Engineered skin bacteria induce antitumor T cell responses against melanoma

Article

Chen, Y. Erin; Bousbaine, Djenet; Veinbachs, Alessandra; Atabakhsh, Katayoon; Dimas, Alex; Yu, Victor K.; Zhao, Aishan; Enright, Nora J.; Nagashima, Kazuki; Belkaid, Yasmine; Fischbach, Michael A.

Stanford University; Stanford University; Stanford University; National Institutes of Health (NIH) - USA; NIH National Institute of Allergy & Infectious Diseases (NIAID); National Institutes of Health (NIH) - USA; NIH National Institute of Allergy & Infectious Diseases (NIAID); Chan Zuckerberg Initiative (CZI)

SCIENCE

0036-10074

10.1126/science.abp9563

2023-04-13

203-210

Certain bacterial colonists induce a highly specific T cell response.
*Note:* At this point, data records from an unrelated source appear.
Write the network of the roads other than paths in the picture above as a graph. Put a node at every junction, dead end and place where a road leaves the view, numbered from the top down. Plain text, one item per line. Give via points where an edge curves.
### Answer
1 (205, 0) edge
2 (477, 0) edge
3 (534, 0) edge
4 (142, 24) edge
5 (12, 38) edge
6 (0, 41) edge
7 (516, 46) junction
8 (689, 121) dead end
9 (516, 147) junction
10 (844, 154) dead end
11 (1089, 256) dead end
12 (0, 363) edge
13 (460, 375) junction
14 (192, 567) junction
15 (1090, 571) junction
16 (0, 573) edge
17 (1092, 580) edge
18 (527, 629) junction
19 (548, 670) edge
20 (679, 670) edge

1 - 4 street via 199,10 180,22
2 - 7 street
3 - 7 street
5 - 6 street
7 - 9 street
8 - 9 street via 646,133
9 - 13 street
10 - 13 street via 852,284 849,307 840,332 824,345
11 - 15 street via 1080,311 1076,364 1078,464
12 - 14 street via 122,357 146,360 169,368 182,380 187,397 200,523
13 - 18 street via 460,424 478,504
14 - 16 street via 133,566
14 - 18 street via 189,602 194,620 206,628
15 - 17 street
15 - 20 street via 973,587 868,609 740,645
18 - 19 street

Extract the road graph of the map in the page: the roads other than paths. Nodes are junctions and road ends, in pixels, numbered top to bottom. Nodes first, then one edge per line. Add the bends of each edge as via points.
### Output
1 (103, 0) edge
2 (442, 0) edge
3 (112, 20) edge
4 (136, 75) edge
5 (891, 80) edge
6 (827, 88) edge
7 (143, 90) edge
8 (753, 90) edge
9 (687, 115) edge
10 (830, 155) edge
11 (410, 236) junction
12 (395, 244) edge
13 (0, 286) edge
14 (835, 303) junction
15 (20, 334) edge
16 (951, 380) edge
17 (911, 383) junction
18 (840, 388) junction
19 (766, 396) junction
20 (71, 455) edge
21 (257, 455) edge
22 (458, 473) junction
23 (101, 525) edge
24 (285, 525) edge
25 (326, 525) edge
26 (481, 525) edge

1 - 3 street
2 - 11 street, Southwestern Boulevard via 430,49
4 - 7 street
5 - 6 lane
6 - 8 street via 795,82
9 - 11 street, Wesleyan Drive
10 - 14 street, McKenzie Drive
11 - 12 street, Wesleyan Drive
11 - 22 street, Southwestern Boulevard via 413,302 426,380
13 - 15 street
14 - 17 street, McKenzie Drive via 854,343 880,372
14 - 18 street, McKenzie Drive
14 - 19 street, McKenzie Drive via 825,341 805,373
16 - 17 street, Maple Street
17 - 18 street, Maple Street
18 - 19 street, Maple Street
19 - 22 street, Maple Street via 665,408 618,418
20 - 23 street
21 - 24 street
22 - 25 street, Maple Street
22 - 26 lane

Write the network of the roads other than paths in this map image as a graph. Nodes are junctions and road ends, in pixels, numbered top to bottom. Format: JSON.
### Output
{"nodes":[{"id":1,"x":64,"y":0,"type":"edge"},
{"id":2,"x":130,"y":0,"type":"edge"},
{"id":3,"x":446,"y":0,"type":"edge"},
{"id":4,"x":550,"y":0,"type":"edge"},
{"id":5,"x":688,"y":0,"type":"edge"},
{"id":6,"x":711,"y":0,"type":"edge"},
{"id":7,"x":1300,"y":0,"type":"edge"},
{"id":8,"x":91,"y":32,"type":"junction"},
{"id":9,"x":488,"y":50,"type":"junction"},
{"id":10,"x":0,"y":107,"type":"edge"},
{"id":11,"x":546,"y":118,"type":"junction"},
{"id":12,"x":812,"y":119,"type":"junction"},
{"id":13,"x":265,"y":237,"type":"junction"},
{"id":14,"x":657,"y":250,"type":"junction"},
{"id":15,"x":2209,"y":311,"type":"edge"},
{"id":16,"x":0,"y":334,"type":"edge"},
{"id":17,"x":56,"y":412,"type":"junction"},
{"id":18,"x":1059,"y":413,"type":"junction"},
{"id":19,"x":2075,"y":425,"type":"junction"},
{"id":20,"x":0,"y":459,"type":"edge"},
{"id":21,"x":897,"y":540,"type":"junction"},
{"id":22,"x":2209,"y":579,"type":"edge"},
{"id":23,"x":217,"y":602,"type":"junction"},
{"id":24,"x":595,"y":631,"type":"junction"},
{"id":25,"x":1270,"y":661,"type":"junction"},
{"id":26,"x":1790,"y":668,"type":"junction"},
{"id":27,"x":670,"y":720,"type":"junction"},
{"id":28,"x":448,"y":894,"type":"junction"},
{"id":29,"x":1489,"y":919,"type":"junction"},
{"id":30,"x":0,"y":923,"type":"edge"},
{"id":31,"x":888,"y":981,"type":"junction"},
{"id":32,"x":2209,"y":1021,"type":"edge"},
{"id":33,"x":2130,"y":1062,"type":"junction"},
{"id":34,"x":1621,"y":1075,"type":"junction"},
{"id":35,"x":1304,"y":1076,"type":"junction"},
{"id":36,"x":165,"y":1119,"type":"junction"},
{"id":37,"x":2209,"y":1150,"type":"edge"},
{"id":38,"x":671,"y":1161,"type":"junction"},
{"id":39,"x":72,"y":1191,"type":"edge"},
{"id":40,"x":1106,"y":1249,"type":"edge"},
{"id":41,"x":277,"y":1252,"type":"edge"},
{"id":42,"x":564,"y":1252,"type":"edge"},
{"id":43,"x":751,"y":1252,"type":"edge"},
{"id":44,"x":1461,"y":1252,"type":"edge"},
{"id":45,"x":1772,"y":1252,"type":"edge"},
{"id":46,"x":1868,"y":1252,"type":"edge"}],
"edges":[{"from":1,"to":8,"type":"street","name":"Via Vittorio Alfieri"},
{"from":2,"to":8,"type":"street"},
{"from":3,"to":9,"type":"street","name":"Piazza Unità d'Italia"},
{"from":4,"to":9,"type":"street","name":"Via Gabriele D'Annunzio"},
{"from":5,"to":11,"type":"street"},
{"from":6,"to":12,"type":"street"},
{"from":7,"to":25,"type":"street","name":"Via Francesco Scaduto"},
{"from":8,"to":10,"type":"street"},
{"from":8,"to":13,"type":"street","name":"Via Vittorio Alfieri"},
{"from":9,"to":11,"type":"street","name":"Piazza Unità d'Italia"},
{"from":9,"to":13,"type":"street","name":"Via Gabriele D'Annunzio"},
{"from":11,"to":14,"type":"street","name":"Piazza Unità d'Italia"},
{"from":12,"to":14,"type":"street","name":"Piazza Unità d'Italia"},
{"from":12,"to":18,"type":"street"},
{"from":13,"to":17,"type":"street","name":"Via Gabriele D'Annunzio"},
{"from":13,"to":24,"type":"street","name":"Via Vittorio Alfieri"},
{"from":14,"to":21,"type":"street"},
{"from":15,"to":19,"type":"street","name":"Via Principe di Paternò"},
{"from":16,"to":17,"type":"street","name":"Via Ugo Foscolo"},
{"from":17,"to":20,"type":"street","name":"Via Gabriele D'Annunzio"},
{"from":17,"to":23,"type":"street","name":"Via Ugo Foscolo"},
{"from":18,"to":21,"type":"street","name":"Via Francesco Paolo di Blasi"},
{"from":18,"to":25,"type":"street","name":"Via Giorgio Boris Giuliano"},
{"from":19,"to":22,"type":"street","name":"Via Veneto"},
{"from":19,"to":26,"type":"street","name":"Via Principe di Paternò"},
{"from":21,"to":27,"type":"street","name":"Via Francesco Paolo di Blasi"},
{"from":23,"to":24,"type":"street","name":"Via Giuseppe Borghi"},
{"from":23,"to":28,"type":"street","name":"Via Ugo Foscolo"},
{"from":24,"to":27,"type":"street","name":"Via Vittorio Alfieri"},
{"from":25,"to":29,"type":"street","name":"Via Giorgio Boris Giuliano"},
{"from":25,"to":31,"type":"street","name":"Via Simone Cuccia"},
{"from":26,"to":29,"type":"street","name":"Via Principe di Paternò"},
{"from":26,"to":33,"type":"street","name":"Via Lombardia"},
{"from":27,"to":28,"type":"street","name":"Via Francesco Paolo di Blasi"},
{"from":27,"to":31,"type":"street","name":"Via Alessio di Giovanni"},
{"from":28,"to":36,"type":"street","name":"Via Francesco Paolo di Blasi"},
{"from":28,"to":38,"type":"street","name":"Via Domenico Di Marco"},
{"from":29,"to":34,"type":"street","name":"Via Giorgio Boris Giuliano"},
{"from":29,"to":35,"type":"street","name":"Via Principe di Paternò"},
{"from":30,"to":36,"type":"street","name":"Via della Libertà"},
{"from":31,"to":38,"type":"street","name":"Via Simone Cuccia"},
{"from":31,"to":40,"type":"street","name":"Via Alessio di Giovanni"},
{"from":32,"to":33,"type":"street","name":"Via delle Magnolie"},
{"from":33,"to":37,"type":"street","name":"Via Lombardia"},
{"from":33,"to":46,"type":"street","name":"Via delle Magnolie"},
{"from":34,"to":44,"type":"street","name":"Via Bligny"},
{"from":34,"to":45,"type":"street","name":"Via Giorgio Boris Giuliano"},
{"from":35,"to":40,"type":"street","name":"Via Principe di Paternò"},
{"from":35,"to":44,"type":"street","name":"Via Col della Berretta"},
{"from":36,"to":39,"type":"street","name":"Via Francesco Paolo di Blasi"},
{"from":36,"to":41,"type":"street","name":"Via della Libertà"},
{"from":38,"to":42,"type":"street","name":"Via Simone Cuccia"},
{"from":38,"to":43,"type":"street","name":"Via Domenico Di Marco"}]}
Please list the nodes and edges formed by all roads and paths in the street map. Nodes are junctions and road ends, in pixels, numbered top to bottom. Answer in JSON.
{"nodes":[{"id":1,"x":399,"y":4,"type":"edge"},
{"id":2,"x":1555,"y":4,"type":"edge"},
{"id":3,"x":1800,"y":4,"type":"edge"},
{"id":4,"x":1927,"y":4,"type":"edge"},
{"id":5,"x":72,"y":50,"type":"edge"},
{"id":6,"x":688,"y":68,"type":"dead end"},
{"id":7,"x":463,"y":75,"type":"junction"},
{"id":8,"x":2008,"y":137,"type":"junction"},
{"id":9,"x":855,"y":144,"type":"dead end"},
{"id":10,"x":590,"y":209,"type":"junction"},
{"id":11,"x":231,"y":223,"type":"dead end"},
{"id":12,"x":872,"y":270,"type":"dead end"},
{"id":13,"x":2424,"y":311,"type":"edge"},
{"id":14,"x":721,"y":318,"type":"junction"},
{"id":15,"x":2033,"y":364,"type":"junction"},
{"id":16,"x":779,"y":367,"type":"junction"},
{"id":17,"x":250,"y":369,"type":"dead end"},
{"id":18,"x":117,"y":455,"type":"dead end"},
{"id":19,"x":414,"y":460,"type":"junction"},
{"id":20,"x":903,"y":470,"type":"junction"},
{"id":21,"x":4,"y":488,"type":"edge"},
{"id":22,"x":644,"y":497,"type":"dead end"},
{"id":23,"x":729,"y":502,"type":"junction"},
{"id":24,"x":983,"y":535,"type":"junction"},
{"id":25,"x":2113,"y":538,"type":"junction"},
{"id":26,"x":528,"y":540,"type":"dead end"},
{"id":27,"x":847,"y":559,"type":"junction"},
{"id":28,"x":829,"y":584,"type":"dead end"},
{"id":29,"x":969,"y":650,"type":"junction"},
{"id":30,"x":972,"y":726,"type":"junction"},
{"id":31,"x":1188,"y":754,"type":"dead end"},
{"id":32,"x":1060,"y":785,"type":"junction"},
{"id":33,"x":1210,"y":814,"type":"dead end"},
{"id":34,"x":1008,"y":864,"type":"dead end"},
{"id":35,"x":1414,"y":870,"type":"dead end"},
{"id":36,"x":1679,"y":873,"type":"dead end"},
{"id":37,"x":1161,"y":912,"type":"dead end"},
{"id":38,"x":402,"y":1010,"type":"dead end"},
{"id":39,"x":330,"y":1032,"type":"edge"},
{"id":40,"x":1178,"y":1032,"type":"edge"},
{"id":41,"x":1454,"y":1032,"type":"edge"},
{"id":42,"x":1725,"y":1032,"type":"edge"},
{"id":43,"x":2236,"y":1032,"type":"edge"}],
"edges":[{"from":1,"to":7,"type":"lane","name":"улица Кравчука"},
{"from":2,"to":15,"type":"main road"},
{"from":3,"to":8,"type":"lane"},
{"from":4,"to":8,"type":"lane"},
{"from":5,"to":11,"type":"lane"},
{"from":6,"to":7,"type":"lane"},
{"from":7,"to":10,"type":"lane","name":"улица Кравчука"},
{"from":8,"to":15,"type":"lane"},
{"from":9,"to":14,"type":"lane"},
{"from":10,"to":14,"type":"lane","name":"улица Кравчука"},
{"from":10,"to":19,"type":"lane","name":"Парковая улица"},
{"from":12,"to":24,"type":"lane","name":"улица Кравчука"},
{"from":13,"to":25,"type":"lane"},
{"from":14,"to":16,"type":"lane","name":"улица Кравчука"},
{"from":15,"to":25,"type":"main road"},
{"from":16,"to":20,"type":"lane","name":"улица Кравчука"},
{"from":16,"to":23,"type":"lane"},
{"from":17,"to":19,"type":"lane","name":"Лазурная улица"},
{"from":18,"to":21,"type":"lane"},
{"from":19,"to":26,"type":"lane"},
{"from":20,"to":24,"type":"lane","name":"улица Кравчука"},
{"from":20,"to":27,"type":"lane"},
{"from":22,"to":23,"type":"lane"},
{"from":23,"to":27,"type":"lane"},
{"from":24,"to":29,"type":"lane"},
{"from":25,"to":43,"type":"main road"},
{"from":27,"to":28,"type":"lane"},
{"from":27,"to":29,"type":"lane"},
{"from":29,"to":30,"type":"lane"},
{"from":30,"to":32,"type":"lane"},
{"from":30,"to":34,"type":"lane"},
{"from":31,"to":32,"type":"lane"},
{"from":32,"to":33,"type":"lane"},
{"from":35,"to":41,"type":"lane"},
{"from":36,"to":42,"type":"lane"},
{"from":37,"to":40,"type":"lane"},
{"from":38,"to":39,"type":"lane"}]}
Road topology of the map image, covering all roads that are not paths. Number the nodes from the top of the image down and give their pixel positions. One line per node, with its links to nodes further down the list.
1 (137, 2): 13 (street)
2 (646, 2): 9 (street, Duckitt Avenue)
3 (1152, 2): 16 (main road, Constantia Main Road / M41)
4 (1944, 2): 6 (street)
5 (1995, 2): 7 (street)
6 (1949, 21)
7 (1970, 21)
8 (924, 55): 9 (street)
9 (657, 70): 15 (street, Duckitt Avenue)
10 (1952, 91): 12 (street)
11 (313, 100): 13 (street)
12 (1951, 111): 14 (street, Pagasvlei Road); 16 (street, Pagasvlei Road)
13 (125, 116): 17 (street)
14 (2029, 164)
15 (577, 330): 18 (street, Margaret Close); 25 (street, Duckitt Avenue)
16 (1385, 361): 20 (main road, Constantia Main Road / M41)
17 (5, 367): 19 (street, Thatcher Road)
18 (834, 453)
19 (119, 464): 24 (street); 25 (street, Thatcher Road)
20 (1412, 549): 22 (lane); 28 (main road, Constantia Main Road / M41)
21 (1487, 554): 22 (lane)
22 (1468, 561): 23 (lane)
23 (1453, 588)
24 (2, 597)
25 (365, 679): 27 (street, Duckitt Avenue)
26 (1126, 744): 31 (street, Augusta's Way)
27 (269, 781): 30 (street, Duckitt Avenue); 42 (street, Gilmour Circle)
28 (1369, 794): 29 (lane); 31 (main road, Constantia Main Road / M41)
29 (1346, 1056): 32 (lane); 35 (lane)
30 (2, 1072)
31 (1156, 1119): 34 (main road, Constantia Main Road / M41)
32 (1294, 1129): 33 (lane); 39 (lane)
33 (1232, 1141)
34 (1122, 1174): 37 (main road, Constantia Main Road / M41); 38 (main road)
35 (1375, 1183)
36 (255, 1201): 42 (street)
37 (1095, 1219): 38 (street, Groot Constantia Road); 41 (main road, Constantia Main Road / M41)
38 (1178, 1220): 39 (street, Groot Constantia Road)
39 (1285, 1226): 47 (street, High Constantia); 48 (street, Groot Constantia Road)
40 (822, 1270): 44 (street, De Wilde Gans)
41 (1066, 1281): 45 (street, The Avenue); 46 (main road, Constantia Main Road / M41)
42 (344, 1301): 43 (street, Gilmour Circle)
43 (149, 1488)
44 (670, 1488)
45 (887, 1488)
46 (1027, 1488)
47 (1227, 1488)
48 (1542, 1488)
A hallmark of this encounter is that adaptive immunity develops preemptively, in the absence of an infection. However, the functional properties of colonist-induced T cells are not well defined, limiting our ability to understand anticommensal immunity and harness it therapeutically. We addressed both challenges by engineering the skin bacterium Staphylococcus epidermidis to express tumor antigens anchored to secreted or cell-surface proteins. Upon colonization, engineered S. epidermidis elicits tumor-specific T cells that circulate, infiltrate local and metastatic lesions, and exert cytotoxic activity. Thus, the immune response to a skin colonist can promote cellular immunity at a distal site and can be redirected against a target of therapeutic interest by expressing a target-derived antigen in a commensal.